**WHAT YOU WILL DO**
Without changing a single word, write out every entry.

[Data extracted from a collection]
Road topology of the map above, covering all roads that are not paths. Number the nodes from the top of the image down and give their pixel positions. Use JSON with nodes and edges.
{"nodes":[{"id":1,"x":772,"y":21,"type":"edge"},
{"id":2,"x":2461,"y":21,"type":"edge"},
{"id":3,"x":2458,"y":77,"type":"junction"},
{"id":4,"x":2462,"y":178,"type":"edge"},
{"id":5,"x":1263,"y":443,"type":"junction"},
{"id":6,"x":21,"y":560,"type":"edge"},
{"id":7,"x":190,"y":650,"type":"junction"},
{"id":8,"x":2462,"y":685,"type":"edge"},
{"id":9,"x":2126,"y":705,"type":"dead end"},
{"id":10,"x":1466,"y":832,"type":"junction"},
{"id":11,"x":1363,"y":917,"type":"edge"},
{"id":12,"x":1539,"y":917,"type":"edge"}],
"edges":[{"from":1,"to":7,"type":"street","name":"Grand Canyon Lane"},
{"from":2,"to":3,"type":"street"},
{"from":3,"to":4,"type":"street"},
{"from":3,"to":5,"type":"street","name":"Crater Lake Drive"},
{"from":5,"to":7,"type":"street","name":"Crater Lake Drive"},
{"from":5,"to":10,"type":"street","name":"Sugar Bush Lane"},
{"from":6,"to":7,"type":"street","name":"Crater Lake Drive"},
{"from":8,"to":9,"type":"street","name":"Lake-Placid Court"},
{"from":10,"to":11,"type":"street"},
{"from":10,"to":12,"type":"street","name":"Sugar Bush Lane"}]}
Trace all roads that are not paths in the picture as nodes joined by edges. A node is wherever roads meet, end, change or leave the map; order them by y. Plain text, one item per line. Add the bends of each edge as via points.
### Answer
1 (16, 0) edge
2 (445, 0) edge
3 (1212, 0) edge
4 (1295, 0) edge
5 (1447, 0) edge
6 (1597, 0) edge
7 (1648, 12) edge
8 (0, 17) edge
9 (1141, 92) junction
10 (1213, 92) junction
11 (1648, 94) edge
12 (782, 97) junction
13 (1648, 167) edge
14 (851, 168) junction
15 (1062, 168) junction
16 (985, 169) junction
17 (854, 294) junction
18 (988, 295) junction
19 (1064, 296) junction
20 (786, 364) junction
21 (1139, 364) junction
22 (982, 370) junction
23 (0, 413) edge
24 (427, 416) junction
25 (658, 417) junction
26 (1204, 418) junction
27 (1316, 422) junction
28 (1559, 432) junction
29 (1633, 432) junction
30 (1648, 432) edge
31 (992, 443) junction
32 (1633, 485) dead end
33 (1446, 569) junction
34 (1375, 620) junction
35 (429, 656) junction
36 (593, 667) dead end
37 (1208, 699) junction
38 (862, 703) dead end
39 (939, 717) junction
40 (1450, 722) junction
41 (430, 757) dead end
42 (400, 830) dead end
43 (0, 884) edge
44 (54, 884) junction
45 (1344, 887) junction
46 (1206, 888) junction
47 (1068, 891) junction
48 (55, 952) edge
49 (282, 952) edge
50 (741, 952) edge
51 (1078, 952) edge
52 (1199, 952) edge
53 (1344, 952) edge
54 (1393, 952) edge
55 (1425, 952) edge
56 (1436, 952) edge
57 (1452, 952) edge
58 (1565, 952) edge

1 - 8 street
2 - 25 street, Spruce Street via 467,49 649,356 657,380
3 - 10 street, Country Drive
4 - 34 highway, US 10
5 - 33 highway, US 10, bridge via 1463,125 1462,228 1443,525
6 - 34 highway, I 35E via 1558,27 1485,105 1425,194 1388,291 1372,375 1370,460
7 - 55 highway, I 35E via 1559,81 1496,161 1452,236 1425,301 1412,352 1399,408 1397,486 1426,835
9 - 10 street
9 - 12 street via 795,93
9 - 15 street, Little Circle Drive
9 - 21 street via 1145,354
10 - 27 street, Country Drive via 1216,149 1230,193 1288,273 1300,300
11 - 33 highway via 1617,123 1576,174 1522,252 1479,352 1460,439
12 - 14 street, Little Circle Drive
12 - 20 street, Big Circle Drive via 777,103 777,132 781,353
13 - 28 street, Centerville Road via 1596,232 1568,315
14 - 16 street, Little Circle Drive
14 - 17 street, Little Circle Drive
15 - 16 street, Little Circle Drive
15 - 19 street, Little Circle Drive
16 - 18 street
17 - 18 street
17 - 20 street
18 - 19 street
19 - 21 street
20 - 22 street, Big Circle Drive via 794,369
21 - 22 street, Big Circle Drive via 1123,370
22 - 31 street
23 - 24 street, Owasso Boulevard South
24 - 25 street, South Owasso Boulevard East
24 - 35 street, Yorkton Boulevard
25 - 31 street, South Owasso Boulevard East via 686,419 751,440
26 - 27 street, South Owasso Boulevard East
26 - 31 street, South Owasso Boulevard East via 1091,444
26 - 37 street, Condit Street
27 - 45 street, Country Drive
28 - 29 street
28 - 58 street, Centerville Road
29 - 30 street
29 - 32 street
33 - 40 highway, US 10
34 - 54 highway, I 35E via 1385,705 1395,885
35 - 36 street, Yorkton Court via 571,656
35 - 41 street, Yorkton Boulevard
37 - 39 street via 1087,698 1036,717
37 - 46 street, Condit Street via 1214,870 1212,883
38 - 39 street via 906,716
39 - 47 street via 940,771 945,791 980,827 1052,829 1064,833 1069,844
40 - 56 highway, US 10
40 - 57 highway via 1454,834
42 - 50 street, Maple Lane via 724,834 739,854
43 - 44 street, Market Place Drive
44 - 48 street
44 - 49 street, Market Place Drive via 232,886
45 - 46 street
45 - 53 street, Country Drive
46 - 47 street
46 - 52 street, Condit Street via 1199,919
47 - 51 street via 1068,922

**SOLUTION FOR THIS TASK**
Road topology of the map above, covering all roads that are not paths. Number the nodes from the top of the image down and give their pixel positions. Use JSON with nodes and edges.
{"nodes":[{"id":1,"x":772,"y":21,"type":"edge"},
{"id":2,"x":2461,"y":21,"type":"edge"},
{"id":3,"x":2458,"y":77,"type":"junction"},
{"id":4,"x":2462,"y":178,"type":"edge"},
{"id":5,"x":1263,"y":443,"type":"junction"},
{"id":6,"x":21,"y":560,"type":"edge"},
{"id":7,"x":190,"y":650,"type":"junction"},
{"id":8,"x":2462,"y":685,"type":"edge"},
{"id":9,"x":2126,"y":705,"type":"dead end"},
{"id":10,"x":1466,"y":832,"type":"junction"},
{"id":11,"x":1363,"y":917,"type":"edge"},
{"id":12,"x":1539,"y":917,"type":"edge"}],
"edges":[{"from":1,"to":7,"type":"street","name":"Grand Canyon Lane"},
{"from":2,"to":3,"type":"street"},
{"from":3,"to":4,"type":"street"},
{"from":3,"to":5,"type":"street","name":"Crater Lake Drive"},
{"from":5,"to":7,"type":"street","name":"Crater Lake Drive"},
{"from":5,"to":10,"type":"street","name":"Sugar Bush Lane"},
{"from":6,"to":7,"type":"street","name":"Crater Lake Drive"},
{"from":8,"to":9,"type":"street","name":"Lake-Placid Court"},
{"from":10,"to":11,"type":"street"},
{"from":10,"to":12,"type":"street","name":"Sugar Bush Lane"}]}
Trace all roads that are not paths in the picture as nodes joined by edges. A node is wherever roads meet, end, change or leave the map; order them by y. Plain text, one item per line. Add the bends of each edge as via points.
### Answer
1 (16, 0) edge
2 (445, 0) edge
3 (1212, 0) edge
4 (1295, 0) edge
5 (1447, 0) edge
6 (1597, 0) edge
7 (1648, 12) edge
8 (0, 17) edge
9 (1141, 92) junction
10 (1213, 92) junction
11 (1648, 94) edge
12 (782, 97) junction
13 (1648, 167) edge
14 (851, 168) junction
15 (1062, 168) junction
16 (985, 169) junction
17 (854, 294) junction
18 (988, 295) junction
19 (1064, 296) junction
20 (786, 364) junction
21 (1139, 364) junction
22 (982, 370) junction
23 (0, 413) edge
24 (427, 416) junction
25 (658, 417) junction
26 (1204, 418) junction
27 (1316, 422) junction
28 (1559, 432) junction
29 (1633, 432) junction
30 (1648, 432) edge
31 (992, 443) junction
32 (1633, 485) dead end
33 (1446, 569) junction
34 (1375, 620) junction
35 (429, 656) junction
36 (593, 667) dead end
37 (1208, 699) junction
38 (862, 703) dead end
39 (939, 717) junction
40 (1450, 722) junction
41 (430, 757) dead end
42 (400, 830) dead end
43 (0, 884) edge
44 (54, 884) junction
45 (1344, 887) junction
46 (1206, 888) junction
47 (1068, 891) junction
48 (55, 952) edge
49 (282, 952) edge
50 (741, 952) edge
51 (1078, 952) edge
52 (1199, 952) edge
53 (1344, 952) edge
54 (1393, 952) edge
55 (1425, 952) edge
56 (1436, 952) edge
57 (1452, 952) edge
58 (1565, 952) edge

1 - 8 street
2 - 25 street, Spruce Street via 467,49 649,356 657,380
3 - 10 street, Country Drive
4 - 34 highway, US 10
5 - 33 highway, US 10, bridge via 1463,125 1462,228 1443,525
6 - 34 highway, I 35E via 1558,27 1485,105 1425,194 1388,291 1372,375 1370,460
7 - 55 highway, I 35E via 1559,81 1496,161 1452,236 1425,301 1412,352 1399,408 1397,486 1426,835
9 - 10 street
9 - 12 street via 795,93
9 - 15 street, Little Circle Drive
9 - 21 street via 1145,354
10 - 27 street, Country Drive via 1216,149 1230,193 1288,273 1300,300
11 - 33 highway via 1617,123 1576,174 1522,252 1479,352 1460,439
12 - 14 street, Little Circle Drive
12 - 20 street, Big Circle Drive via 777,103 777,132 781,353
13 - 28 street, Centerville Road via 1596,232 1568,315
14 - 16 street, Little Circle Drive
14 - 17 street, Little Circle Drive
15 - 16 street, Little Circle Drive
15 - 19 street, Little Circle Drive
16 - 18 street
17 - 18 street
17 - 20 street
18 - 19 street
19 - 21 street
20 - 22 street, Big Circle Drive via 794,369
21 - 22 street, Big Circle Drive via 1123,370
22 - 31 street
23 - 24 street, Owasso Boulevard South
24 - 25 street, South Owasso Boulevard East
24 - 35 street, Yorkton Boulevard
25 - 31 street, South Owasso Boulevard East via 686,419 751,440
26 - 27 street, South Owasso Boulevard East
26 - 31 street, South Owasso Boulevard East via 1091,444
26 - 37 street, Condit Street
27 - 45 street, Country Drive
28 - 29 street
28 - 58 street, Centerville Road
29 - 30 street
29 - 32 street
33 - 40 highway, US 10
34 - 54 highway, I 35E via 1385,705 1395,885
35 - 36 street, Yorkton Court via 571,656
35 - 41 street, Yorkton Boulevard
37 - 39 street via 1087,698 1036,717
37 - 46 street, Condit Street via 1214,870 1212,883
38 - 39 street via 906,716
39 - 47 street via 940,771 945,791 980,827 1052,829 1064,833 1069,844
40 - 56 highway, US 10
40 - 57 highway via 1454,834
42 - 50 street, Maple Lane via 724,834 739,854
43 - 44 street, Market Place Drive
44 - 48 street
44 - 49 street, Market Place Drive via 232,886
45 - 46 street
45 - 53 street, Country Drive
46 - 47 street
46 - 52 street, Condit Street via 1199,919
47 - 51 street via 1068,922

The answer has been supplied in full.